Além da União Europeia, tradicional destino da fruta sul-africana, mercados como China, Rússia e Estados Unidos passaram a desempenhar papel estratégico para o setor exportador do país.
Egito fortalece competitividade e acelera expansão internacional
O Egito também consolidou sua ascensão como potência exportadora de laranja de mesa, especialmente a partir de 2016.
A expansão foi impulsionada por fatores como desvalorização cambial, acordos comerciais com tarifas preferenciais, custos de produção mais competitivos, incentivos governamentais e linhas de financiamento apoiadas por parceiros europeus.
Esse conjunto de medidas permitiu ao país ampliar rapidamente sua participação nos mercados internacionais e fortalecer sua posição entre os maiores exportadores globais de frutas frescas.
Avanço africano também impacta mercado de suco de laranja
Embora o Brasil permaneça como líder absoluto na produção e exportação de suco de laranja, o crescimento de Egito e África do Sul acende um alerta para a cadeia citrícola global.
Segundo análise da CitrusBR, enquanto os dois países ampliaram sua presença no segmento de fruta fresca, o Brasil deixou de exportar aproximadamente 570 milhões de caixas de laranja na forma de suco ao longo do período analisado.
De acordo com o diretor-executivo da CitrusBR, Ibiapaba Netto, a expansão egípcia merece atenção especial por envolver não apenas a exportação de fruta in natura, mas também o aumento da capacidade de processamento.

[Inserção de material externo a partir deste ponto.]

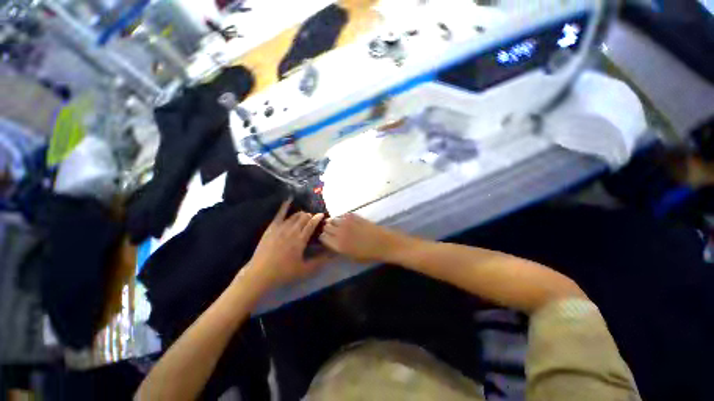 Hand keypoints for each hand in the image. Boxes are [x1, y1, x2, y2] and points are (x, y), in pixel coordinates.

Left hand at [245, 199, 330, 288]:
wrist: (260, 274)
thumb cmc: (284, 273)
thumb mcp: (305, 270)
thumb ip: (320, 261)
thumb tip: (333, 254)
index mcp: (301, 239)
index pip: (312, 224)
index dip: (318, 218)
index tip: (322, 215)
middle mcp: (292, 230)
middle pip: (304, 217)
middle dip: (310, 216)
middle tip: (313, 219)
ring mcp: (280, 228)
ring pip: (294, 215)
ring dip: (301, 214)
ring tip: (304, 216)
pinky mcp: (271, 228)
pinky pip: (280, 214)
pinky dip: (285, 206)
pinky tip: (289, 199)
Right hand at [319, 213, 406, 262]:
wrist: (384, 243)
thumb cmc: (368, 254)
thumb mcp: (351, 257)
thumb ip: (338, 249)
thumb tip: (331, 243)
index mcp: (338, 245)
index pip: (322, 237)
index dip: (324, 237)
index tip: (327, 238)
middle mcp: (340, 232)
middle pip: (326, 226)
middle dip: (327, 229)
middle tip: (332, 231)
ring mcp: (347, 222)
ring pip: (332, 219)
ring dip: (333, 222)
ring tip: (338, 225)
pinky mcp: (354, 215)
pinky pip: (342, 215)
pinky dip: (342, 218)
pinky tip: (346, 222) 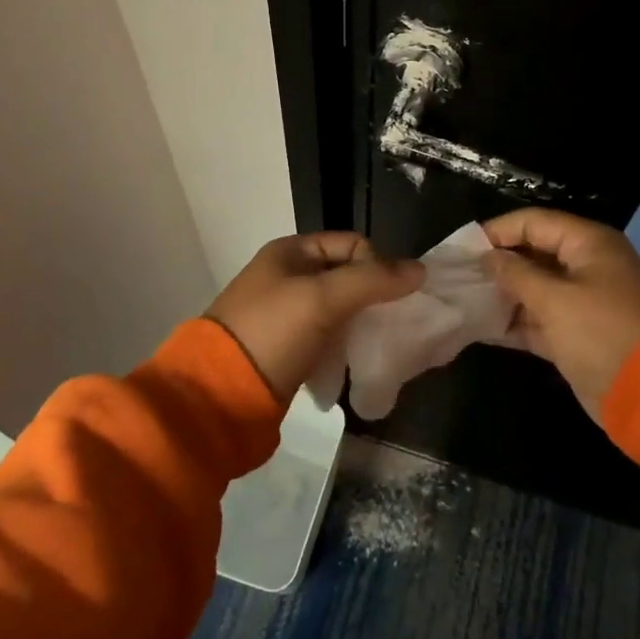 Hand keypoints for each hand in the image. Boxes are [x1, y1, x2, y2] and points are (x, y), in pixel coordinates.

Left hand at [206, 233, 423, 401]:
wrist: (219, 394)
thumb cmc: (273, 332)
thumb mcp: (323, 298)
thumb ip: (373, 280)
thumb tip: (421, 270)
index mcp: (290, 252)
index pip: (352, 244)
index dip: (376, 265)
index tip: (387, 297)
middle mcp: (286, 275)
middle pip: (346, 275)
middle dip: (371, 296)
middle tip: (387, 323)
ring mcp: (283, 313)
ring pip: (338, 308)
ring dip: (358, 322)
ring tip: (371, 344)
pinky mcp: (284, 347)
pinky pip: (326, 335)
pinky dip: (342, 344)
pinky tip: (351, 360)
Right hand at [483, 209, 639, 422]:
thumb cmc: (602, 332)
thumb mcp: (555, 300)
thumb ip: (517, 275)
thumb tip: (488, 257)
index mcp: (587, 244)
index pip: (534, 223)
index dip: (498, 231)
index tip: (463, 247)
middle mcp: (585, 266)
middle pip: (533, 254)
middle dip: (497, 264)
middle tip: (458, 275)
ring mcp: (582, 302)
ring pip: (534, 289)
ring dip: (503, 295)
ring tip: (464, 301)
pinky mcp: (577, 335)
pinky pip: (539, 320)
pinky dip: (515, 323)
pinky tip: (482, 328) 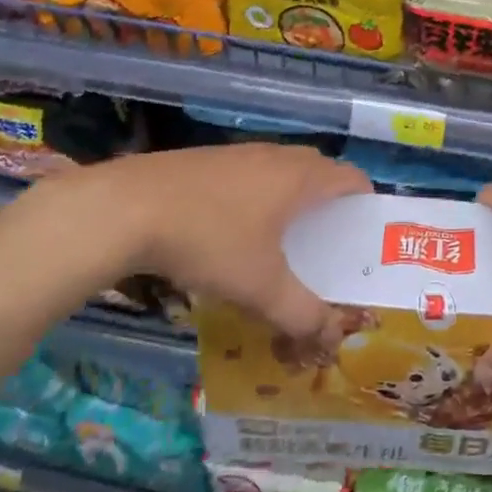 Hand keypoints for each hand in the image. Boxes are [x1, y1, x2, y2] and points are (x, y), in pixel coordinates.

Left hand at [71, 143, 371, 342]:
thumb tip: (331, 338)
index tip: (362, 239)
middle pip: (319, 173)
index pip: (354, 179)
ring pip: (281, 173)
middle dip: (329, 206)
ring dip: (290, 201)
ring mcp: (238, 153)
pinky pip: (249, 175)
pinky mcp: (205, 160)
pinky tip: (231, 232)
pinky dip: (256, 198)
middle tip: (325, 246)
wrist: (125, 209)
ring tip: (280, 242)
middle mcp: (276, 156)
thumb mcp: (262, 288)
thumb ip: (304, 315)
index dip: (366, 206)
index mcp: (302, 177)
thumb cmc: (209, 241)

“Enquanto a África do Sul concentrou seus esforços no mercado de fruta fresca, o Egito ampliou sua presença tanto nas exportações de laranja de mesa quanto no processamento industrial, tornando-se um concorrente cada vez mais relevante, especialmente no mercado europeu”, destaca.
Mercado acompanha crescimento da indústria egípcia
As projeções do USDA indicam que o Egito deverá processar cerca de 22 milhões de caixas de laranja nesta temporada, volume próximo ao total de fruta fresca exportada pelo país em 2010.
Caso as estimativas se confirmem, o mercado internacional poderá receber aproximadamente 78 mil toneladas equivalentes de suco de laranja provenientes do país africano.
O aumento da oferta ocorre em um momento de desaceleração da demanda global, cenário que reforça a competição entre os principais exportadores e amplia os desafios para a indústria citrícola mundial nos próximos anos.